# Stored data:
Content starts

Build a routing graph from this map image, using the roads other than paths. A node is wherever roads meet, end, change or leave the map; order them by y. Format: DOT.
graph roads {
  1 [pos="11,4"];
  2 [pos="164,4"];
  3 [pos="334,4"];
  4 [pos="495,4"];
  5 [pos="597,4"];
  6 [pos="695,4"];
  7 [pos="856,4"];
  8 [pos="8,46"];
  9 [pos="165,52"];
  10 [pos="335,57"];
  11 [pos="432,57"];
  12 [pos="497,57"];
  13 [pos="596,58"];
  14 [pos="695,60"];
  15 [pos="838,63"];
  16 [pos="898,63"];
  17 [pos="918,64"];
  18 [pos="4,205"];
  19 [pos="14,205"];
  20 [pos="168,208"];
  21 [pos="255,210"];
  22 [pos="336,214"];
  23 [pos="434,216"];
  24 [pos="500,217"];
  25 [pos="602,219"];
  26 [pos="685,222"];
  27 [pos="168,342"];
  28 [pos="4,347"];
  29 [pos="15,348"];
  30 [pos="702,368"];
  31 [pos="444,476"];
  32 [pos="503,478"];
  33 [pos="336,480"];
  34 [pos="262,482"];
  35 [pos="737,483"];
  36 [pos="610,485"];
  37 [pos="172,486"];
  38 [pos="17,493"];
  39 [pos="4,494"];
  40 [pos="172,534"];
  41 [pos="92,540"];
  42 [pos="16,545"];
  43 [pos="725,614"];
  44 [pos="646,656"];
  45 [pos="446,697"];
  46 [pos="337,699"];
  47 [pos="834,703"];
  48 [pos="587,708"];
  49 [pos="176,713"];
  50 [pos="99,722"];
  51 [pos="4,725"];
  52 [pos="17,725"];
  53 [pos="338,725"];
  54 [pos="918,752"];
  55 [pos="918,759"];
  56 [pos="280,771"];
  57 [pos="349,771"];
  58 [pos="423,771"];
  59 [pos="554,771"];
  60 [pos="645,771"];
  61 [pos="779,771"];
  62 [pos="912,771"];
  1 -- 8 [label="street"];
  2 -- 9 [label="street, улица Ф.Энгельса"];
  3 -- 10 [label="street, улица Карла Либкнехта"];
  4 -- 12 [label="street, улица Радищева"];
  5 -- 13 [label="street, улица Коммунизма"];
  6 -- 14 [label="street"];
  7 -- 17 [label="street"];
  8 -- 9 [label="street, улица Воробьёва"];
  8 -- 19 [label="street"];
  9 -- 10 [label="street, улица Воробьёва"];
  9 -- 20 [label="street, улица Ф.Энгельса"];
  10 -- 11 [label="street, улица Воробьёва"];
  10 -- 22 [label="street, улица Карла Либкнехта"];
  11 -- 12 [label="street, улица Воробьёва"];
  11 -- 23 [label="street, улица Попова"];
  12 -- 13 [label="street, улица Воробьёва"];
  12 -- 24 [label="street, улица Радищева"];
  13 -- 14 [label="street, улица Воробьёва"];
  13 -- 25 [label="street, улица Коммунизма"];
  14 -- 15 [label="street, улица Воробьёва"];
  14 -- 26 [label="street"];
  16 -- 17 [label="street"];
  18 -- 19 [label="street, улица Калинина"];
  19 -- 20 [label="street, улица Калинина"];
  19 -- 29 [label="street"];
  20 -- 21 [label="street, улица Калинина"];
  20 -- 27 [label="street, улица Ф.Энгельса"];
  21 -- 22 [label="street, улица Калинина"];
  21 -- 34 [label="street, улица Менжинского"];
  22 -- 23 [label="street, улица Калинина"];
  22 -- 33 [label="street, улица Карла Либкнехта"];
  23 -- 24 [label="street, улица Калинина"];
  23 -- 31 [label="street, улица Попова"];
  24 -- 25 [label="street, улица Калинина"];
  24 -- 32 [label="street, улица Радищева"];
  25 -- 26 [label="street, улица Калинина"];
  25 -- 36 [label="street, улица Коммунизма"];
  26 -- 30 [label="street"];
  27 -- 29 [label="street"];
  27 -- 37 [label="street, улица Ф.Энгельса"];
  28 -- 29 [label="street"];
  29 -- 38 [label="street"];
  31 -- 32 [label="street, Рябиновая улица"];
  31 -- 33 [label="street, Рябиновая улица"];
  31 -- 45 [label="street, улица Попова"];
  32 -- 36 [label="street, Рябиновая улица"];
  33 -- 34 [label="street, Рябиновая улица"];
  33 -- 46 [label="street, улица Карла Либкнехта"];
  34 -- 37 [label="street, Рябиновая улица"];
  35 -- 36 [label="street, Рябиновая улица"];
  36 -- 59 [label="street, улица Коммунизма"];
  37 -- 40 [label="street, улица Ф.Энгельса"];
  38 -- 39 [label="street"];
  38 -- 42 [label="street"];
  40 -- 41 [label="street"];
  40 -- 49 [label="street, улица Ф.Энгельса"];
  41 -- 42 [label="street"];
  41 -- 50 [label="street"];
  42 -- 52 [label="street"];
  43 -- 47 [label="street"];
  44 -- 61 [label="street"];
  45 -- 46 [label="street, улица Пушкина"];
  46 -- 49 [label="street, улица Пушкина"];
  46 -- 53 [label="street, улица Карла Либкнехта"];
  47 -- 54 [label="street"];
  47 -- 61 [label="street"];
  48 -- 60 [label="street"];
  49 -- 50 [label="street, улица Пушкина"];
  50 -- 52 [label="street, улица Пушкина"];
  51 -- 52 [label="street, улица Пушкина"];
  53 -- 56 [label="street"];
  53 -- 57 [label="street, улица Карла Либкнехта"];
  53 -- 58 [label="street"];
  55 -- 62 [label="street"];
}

Content ends

So that nothing is lost, write out each record exactly as it appears above.

Build a routing graph from this map image, using the roads other than paths. A node is wherever roads meet, end, change or leave the map; order them by y. Format: DOT.
graph roads {
  1 [pos="11,4"];
  2 [pos="164,4"];
  3 [pos="334,4"];
  4 [pos="495,4"];
  5 [pos="597,4"];
  6 [pos="695,4"];
  7 [pos="856,4"];
  8 [pos="8,46"];
  9 [pos="165,52"];
  10 [pos="335,57"];
  11 [pos="432,57"];
  12 [pos="497,57"];
  13 [pos="596,58"];
  14 [pos="695,60"];
  15 [pos="838,63"];
  16 [pos="898,63"];
  17 [pos="918,64"];
  18 [pos="4,205"];
  19 [pos="14,205"];
  20 [pos="168,208"];
  21 [pos="255,210"];
  22 [pos="336,214"];
  23 [pos="434,216"];
  24 [pos="500,217"];
  25 [pos="602,219"];
  26 [pos="685,222"];
  27 [pos="168,342"];
  28 [pos="4,347"];
  29 [pos="15,348"];
  30 [pos="702,368"];
  31 [pos="444,476"];
  32 [pos="503,478"];
  33 [pos="336,480"];
  34 [pos="262,482"];
  35 [pos="737,483"];
  36 [pos="610,485"];
  37 [pos="172,486"];
  38 [pos="17,493"];
  39 [pos="4,494"];
  40 [pos="172,534"];
  41 [pos="92,540"];
  42 [pos="16,545"];
  43 [pos="725,614"];
  44 [pos="646,656"];
  45 [pos="446,697"];
  46 [pos="337,699"];
  47 [pos="834,703"];
  48 [pos="587,708"];
  49 [pos="176,713"];
  50 [pos="99,722"];
  51 [pos="4,725"];
  52 [pos="17,725"];
  53 [pos="338,725"];
  54 [pos="918,752"];
  55 [pos="918,759"];
  56 [pos="280,771"];
  57 [pos="349,771"];
  58 [pos="423,771"];
  59 [pos="554,771"];
  60 [pos="645,771"];
  61 [pos="779,771"];
  62 [pos="912,771"];
  1 -- 8 [label="street"];
  2 -- 9 [label="street, улица Ф.Энгельса"];
  3 -- 10 [label="street, улица Карла Либкнехта"];
  4 -- 12 [label="street, улица Радищева"];
  5 -- 13 [label="street, улица Коммунизма"];
  6 -- 14 [label="street"];
  7 -- 17 [label="street"];
  8 -- 9 [label="street, улица Воробьёва"];
  8 -- 19 [label="street"];
  9 -- 10 [label="street, улица Воробьёва"];
  9 -- 20 [label="street, улица Ф.Энгельса"];
  10 -- 11 [label="street, улица Воробьёва"];
  10 -- 22 [label="street, улица Карла Либкнехта"];
  11 -- 12 [label="street, улица Воробьёва"];
  11 -- 23 [label="street, улица Попова"];
  12 -- 13 [label="street, улица Воробьёва"];
  12 -- 24 [label="street, улица Радищева"];
  13 -- 14 [label="street, улица Воробьёва"];
  13 -- 25 [label="street, улица Коммунизма"];
  14 -- 15 [label="street, улица Воробьёва"];
  14 -- 26 [label="street"];
  16 -- 17 [label="street"];
  18 -- 19 [label="street, улица Калинина"];
  19 -- 20 [label="street, улица Калинина"];
  19 -- 29 [label="street"];
  20 -- 21 [label="street, улица Калинина"];
  20 -- 27 [label="street, улица Ф.Энгельса"];
  21 -- 22 [label="street, улица Калинина"];
  21 -- 34 [label="street, улица Менжинского"];
  22 -- 23 [label="street, улица Калинина"];
  22 -- 33 [label="street, улица Карла Либкнехта"];
  23 -- 24 [label="street, улица Калинина"];
  23 -- 31 [label="street, улица Попова"];
  24 -- 25 [label="street, улица Калинина"];
  24 -- 32 [label="street, улица Радищева"];
  25 -- 26 [label="street, улица Калинина"];
  25 -- 36 [label="street, улица Коммунизма"];
  26 -- 30 [label="street"];
  27 -- 29 [label="street"];
  27 -- 37 [label="street, улица Ф.Энгельса"];
  28 -- 29 [label="street"];
  29 -- 38 [label="street"];
  31 -- 32 [label="street, Рябиновая улица"];
  31 -- 33 [label="street, Рябиновая улица"];
  31 -- 45 [label="street, улица Попова"];
  32 -- 36 [label="street, Рябиновая улица"];
  33 -- 34 [label="street, Рябиновая улица"];
  33 -- 46 [label="street, улица Карла Либкнехта"];
  34 -- 37 [label="street, Рябиновая улица"];
  35 -- 36 [label="street, Рябиновая улица"];
  36 -- 59 [label="street, улица Коммунизма"];
  37 -- 40 [label="street, улица Ф.Энгельса"];
  38 -- 39 [label="street"];
  38 -- 42 [label="street"];
  40 -- 41 [label="street"];
  40 -- 49 [label="street, улица Ф.Энгельса"];
  41 -- 42 [label="street"];
  41 -- 50 [label="street"];
  42 -- 52 [label="street"];
  43 -- 47 [label="street"];
  44 -- 61 [label="street"];
  45 -- 46 [label="street, улица Пушкина"];
  46 -- 49 [label="street, улица Пушкина"];
  46 -- 53 [label="street, улица Карла Либкнехта"];
  47 -- 54 [label="street"];
  47 -- 61 [label="street"];
  48 -- 60 [label="street"];
  49 -- 50 [label="street, улица Пушкина"];
  50 -- 52 [label="street, улица Пушкина"];
  51 -- 52 [label="street, улица Пушкина"];
  53 -- 56 [label="street"];
  53 -- 57 [label="street, улица Карла Либкнехта"];
  53 -- 58 [label="street"];
  55 -- 62 [label="street"];
}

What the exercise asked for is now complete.